ImageInput: Add nthreads parameter to read_image, read_scanlines, read_tiles.
This allows control over thread spawning, similar to the parameter on the various ImageBufAlgo functions. A value of 0 means to use the global OIIO::attribute("nthreads") value (which in turn defaults to have a thread fan-out equal to the hardware concurrency). For a sole thread of execution, you want a big fan-out for tasks that can be parallelized, whereas when the calling function is one of many concurrent threads already underway, you just want the work done directly by the calling thread, without spawning additional threads that will oversubscribe the hardware.
There are currently only a couple spots where ImageInput might spawn threads. So this is primarily for future expansion, so that we might add more multithreading and give appropriate control to the calling application.
The reason that we want per-call overrides rather than relying solely on the global "nthreads" attribute is that OIIO may be used by multiple parts of an application (or multiple dependent libraries or plugins, each unaware of the others), and so it is not particularly safe under those circumstances to set the global value and assume that it will stay that way.

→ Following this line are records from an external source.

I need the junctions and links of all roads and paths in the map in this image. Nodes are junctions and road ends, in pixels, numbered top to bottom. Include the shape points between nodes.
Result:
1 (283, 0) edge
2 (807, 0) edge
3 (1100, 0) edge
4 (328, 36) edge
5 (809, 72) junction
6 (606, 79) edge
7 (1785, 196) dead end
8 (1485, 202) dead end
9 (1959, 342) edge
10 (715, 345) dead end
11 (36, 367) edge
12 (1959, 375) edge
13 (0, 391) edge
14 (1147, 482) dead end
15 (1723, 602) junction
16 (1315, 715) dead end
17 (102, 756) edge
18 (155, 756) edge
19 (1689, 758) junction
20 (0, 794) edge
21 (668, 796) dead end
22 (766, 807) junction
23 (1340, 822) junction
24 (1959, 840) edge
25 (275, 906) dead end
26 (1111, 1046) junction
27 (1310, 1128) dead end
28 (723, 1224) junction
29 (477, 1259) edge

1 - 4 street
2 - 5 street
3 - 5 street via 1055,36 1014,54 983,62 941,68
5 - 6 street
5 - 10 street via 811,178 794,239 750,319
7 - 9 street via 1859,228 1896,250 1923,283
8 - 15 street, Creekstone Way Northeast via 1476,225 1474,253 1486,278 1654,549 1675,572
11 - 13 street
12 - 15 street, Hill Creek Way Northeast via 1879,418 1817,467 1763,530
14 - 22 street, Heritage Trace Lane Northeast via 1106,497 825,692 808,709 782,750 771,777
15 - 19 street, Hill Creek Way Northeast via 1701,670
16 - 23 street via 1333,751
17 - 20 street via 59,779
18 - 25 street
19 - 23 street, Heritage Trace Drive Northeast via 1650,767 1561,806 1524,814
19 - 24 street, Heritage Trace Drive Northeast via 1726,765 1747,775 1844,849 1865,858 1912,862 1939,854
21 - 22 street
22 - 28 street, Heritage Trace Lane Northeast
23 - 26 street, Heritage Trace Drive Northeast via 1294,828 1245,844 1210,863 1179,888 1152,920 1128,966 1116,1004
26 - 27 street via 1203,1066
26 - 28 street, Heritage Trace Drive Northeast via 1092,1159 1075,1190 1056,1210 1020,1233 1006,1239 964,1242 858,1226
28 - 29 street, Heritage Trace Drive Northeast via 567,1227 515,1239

This is a preliminary effort for design review. Obvious extensions, if people like the way this is going, would be to add the nthreads parameter to the "native" versions (read_native_tiles, read_native_scanlines), the "deep" versions, and and corresponding routines in ImageOutput. Also we should add a method to ImageBuf that can set an "nthreads" paremeter for any underlying ImageInput or other operations done internal to the IB.
It is worth discussing alternatives. I admit that the idea of scattering "nthreads" parameters widely through the APIs is one that does give me some pause. But it has worked well for IBA, and at the moment I don't have a better idea for ImageInput/ImageOutput. Feedback appreciated.
Additional question: should the default be 0 (use the global "nthreads"), or should the default be 1 (just do the work with the calling thread)?